Check every line of the data below for the word "roads". Copy the ones that have it.

#### [Records shown]
Segment Open
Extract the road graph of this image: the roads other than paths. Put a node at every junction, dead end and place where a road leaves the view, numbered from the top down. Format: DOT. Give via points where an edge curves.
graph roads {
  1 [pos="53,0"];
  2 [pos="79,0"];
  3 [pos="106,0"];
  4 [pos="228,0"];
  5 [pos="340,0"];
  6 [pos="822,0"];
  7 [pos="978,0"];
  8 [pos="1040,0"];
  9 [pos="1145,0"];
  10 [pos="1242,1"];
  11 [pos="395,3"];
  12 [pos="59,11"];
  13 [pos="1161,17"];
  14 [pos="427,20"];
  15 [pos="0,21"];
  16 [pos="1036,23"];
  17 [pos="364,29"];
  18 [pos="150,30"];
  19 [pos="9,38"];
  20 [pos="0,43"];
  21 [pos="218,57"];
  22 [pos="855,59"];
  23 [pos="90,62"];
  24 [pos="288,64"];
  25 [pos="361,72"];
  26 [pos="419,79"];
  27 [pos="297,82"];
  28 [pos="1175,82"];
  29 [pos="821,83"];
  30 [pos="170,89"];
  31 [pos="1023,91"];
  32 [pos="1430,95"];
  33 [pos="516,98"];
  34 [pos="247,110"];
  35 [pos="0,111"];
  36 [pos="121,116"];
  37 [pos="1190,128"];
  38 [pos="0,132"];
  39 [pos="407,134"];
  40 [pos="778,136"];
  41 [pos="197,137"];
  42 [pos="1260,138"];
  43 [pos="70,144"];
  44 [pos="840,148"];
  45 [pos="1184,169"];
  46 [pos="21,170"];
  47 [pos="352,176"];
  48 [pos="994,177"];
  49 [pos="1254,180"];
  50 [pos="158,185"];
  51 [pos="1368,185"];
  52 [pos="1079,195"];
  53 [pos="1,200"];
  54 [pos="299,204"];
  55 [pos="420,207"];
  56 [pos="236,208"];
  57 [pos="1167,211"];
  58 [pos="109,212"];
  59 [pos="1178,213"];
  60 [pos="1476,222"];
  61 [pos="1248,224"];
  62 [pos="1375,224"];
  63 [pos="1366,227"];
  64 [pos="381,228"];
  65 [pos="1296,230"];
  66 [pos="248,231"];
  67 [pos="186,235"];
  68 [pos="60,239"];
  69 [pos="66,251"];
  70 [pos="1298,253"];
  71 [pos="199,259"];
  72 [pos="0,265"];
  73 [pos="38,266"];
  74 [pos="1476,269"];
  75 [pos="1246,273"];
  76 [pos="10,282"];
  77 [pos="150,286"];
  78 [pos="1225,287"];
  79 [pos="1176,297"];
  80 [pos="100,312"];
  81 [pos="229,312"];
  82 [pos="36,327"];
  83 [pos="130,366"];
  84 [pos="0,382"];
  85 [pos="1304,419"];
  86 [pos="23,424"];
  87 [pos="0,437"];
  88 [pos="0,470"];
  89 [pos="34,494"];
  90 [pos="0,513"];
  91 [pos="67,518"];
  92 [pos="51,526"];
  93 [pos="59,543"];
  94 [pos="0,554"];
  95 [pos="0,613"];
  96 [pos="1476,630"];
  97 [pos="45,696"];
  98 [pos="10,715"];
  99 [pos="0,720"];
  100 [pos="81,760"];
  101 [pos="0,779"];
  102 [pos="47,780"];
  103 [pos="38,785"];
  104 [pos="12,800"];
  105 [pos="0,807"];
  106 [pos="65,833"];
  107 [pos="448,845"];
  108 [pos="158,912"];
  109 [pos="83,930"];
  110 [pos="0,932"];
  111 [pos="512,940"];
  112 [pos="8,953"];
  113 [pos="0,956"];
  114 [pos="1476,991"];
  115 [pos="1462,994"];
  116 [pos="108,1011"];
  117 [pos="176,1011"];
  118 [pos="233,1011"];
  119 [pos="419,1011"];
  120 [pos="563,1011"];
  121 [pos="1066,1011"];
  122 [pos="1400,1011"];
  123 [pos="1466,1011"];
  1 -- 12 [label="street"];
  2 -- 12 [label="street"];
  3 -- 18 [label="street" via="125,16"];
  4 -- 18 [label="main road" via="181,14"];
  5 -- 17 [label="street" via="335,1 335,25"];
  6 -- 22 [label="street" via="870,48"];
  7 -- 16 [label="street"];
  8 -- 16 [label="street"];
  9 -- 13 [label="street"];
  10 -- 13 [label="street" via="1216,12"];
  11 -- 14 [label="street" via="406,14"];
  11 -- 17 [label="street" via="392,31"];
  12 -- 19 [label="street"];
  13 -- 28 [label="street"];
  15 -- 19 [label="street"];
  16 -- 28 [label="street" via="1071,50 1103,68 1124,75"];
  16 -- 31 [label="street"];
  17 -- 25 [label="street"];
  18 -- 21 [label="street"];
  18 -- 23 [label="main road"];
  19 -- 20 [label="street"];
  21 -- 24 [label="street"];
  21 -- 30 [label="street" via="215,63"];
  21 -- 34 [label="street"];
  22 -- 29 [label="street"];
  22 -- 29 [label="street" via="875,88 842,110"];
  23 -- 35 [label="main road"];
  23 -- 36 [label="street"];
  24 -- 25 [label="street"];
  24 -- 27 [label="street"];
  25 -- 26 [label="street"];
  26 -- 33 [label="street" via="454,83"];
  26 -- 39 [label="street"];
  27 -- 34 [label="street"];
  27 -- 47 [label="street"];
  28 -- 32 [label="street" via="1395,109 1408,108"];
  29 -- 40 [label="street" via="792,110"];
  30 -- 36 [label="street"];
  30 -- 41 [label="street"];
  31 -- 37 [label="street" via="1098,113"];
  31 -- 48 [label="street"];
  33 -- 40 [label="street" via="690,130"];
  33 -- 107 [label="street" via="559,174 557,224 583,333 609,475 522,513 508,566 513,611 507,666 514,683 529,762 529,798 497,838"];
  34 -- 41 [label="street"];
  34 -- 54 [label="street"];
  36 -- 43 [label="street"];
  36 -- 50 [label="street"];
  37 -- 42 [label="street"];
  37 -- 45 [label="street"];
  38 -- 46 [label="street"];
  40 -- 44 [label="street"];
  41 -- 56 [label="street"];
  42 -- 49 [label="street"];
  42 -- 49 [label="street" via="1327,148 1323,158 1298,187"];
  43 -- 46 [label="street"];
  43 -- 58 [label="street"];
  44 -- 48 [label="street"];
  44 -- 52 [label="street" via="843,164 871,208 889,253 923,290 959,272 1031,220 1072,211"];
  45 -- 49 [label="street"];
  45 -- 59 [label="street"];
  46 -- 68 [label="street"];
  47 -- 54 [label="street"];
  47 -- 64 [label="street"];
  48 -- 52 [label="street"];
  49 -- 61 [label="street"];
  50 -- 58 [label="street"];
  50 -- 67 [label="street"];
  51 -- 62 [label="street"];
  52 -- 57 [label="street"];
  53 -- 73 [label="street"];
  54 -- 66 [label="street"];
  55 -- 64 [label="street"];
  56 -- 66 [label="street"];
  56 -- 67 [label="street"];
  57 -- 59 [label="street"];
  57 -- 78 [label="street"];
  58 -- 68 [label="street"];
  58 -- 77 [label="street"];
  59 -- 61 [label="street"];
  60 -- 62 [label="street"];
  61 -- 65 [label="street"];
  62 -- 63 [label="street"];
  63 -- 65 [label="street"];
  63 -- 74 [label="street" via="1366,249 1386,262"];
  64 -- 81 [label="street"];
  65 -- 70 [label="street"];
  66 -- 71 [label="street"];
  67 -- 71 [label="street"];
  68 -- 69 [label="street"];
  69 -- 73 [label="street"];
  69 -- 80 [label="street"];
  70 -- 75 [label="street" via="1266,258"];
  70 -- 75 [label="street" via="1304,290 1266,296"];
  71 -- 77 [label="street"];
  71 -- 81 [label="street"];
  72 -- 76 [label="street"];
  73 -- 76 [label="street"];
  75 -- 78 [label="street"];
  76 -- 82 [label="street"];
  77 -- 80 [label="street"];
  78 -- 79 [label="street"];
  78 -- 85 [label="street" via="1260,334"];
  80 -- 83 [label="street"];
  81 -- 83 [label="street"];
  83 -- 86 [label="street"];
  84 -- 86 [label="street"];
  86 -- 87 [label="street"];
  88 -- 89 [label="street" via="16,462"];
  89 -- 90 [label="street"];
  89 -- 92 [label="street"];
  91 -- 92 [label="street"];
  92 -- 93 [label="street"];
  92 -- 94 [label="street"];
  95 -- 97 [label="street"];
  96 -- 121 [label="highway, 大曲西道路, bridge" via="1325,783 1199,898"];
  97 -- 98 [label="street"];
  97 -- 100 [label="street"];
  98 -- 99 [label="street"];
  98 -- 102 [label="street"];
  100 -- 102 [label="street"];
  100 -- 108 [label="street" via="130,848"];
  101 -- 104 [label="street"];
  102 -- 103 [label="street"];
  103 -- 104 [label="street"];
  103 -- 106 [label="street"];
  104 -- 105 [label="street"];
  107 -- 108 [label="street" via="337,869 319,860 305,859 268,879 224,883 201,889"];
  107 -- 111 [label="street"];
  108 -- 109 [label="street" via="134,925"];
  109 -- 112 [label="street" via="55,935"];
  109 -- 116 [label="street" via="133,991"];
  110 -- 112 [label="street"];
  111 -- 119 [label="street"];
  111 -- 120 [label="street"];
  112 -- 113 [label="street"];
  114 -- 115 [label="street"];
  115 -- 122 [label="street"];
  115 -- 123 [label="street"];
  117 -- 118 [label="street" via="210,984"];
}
Segment Closed
#### [Exercise output]
Extract the road graph of this image: the roads other than paths. Put a node at every junction, dead end and place where a road leaves the view, numbered from the top down. Format: DOT. Give via points where an edge curves.
graph roads {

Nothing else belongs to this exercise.